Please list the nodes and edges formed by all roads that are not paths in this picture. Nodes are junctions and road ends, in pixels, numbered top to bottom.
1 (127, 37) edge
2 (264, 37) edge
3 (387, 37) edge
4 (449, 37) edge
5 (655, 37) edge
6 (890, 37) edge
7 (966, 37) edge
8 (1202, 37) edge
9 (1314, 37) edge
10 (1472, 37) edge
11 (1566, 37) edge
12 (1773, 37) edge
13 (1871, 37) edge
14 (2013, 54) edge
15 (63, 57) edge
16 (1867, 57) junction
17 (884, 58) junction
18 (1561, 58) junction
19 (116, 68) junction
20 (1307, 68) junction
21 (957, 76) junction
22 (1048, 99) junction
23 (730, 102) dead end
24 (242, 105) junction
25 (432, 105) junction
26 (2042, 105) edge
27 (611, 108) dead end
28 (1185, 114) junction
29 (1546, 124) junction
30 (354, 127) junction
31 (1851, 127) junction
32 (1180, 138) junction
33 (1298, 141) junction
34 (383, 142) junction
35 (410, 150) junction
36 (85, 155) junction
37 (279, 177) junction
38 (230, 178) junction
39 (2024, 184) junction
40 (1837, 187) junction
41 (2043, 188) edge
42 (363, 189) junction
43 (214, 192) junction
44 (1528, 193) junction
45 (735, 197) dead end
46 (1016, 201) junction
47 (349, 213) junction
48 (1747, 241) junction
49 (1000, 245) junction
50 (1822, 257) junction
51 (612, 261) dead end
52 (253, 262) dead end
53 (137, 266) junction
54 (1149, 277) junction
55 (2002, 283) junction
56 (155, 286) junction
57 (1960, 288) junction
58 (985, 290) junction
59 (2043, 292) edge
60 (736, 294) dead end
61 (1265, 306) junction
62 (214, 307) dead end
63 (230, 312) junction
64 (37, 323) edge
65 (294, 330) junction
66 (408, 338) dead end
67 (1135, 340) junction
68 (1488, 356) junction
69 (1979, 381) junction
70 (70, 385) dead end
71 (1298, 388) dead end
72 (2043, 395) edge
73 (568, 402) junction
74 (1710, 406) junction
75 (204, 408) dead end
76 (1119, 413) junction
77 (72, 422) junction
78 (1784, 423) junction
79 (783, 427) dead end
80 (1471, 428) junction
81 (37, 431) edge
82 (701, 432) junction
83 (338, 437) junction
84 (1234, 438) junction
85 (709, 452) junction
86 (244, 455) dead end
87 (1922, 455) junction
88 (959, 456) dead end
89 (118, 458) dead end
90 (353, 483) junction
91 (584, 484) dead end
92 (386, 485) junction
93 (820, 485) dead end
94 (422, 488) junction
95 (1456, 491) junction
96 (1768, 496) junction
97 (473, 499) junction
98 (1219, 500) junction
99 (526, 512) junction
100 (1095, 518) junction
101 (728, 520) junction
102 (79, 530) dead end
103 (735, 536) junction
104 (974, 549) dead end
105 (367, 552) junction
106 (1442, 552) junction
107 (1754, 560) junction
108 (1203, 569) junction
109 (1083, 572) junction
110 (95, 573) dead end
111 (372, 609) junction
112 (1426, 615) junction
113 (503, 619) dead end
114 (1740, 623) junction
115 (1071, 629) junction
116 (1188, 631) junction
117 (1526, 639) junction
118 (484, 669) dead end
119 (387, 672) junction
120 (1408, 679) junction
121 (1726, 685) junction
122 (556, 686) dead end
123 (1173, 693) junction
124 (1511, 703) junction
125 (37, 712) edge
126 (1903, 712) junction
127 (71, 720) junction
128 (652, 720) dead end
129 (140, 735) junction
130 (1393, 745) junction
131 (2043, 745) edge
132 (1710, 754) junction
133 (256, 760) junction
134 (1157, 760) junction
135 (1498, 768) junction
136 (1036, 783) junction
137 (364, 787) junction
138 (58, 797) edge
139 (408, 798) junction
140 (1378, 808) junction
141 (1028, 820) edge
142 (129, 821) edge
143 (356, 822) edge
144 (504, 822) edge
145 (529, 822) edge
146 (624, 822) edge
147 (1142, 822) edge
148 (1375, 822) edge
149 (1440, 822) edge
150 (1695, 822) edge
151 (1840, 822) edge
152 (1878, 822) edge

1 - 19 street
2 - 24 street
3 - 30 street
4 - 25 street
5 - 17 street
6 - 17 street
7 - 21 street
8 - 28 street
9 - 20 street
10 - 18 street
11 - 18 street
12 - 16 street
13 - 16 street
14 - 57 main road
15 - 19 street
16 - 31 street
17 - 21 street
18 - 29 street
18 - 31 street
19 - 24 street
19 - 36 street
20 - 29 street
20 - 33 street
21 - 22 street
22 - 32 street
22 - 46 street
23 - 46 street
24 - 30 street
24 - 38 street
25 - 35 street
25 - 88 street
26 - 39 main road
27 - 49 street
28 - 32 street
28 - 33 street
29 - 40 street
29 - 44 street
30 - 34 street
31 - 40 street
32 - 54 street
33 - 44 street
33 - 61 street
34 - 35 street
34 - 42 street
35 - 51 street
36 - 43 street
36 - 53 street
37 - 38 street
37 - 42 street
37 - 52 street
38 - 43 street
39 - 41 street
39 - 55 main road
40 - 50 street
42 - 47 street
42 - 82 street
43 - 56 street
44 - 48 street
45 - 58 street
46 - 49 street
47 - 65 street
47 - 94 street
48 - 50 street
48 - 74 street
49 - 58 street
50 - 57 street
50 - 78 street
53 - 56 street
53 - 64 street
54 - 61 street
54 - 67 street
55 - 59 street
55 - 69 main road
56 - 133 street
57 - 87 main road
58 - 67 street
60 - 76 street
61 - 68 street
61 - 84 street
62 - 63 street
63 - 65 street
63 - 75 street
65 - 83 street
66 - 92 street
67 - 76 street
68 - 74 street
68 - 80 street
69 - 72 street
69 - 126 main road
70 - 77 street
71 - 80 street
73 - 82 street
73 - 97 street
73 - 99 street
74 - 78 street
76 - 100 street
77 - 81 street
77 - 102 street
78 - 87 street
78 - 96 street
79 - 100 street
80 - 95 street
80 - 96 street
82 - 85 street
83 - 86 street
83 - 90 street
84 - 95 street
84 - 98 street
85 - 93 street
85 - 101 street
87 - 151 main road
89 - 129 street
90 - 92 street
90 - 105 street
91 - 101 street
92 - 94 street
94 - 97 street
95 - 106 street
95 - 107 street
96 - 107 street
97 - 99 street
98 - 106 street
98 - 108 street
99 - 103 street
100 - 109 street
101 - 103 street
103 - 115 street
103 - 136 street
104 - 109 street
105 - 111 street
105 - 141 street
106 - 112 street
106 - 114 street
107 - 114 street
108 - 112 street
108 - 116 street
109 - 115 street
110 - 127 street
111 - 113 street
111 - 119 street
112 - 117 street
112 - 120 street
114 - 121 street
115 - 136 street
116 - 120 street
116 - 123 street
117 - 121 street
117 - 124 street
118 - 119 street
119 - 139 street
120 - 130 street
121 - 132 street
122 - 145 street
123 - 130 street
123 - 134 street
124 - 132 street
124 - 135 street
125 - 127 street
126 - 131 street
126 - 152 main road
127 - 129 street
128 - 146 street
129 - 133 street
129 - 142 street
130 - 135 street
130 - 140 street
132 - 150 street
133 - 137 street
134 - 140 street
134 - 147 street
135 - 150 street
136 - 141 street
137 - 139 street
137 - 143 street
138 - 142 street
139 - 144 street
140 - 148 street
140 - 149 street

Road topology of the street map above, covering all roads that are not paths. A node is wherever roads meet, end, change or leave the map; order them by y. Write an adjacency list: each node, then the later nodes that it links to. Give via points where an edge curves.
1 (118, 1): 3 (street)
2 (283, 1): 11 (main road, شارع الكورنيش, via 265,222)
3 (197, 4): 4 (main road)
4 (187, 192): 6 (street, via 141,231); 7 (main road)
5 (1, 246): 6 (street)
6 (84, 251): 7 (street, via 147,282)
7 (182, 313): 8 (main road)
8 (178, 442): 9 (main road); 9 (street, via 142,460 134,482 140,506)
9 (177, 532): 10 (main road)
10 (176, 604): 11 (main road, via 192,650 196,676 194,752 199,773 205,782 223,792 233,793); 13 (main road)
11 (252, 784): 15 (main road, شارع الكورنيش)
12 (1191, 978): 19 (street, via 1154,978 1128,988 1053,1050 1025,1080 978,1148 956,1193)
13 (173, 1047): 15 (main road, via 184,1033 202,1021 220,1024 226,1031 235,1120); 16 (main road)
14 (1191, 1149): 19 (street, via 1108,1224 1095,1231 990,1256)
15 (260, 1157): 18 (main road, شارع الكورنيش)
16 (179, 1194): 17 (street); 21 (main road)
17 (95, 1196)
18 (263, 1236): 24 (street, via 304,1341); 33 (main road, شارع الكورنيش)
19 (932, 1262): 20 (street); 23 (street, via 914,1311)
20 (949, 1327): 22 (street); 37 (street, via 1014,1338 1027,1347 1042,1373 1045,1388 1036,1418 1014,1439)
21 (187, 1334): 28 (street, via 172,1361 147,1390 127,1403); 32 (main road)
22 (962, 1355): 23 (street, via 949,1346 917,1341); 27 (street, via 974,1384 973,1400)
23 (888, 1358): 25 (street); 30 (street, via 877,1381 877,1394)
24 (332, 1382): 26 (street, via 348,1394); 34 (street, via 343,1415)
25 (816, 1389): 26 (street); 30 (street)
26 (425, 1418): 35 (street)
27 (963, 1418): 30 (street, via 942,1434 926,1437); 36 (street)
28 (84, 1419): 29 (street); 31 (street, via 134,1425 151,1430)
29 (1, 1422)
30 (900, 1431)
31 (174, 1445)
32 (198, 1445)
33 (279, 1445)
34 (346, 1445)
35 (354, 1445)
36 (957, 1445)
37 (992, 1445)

........

Show all lines in the records above that hold "roads".

§ **Output of the task**
Please list the nodes and edges formed by all roads that are not paths in this picture. Nodes are junctions and road ends, in pixels, numbered top to bottom.
Road topology of the street map above, covering all roads that are not paths. A node is wherever roads meet, end, change or leave the map; order them by y. Write an adjacency list: each node, then the later nodes that it links to. Give via points where an edge curves.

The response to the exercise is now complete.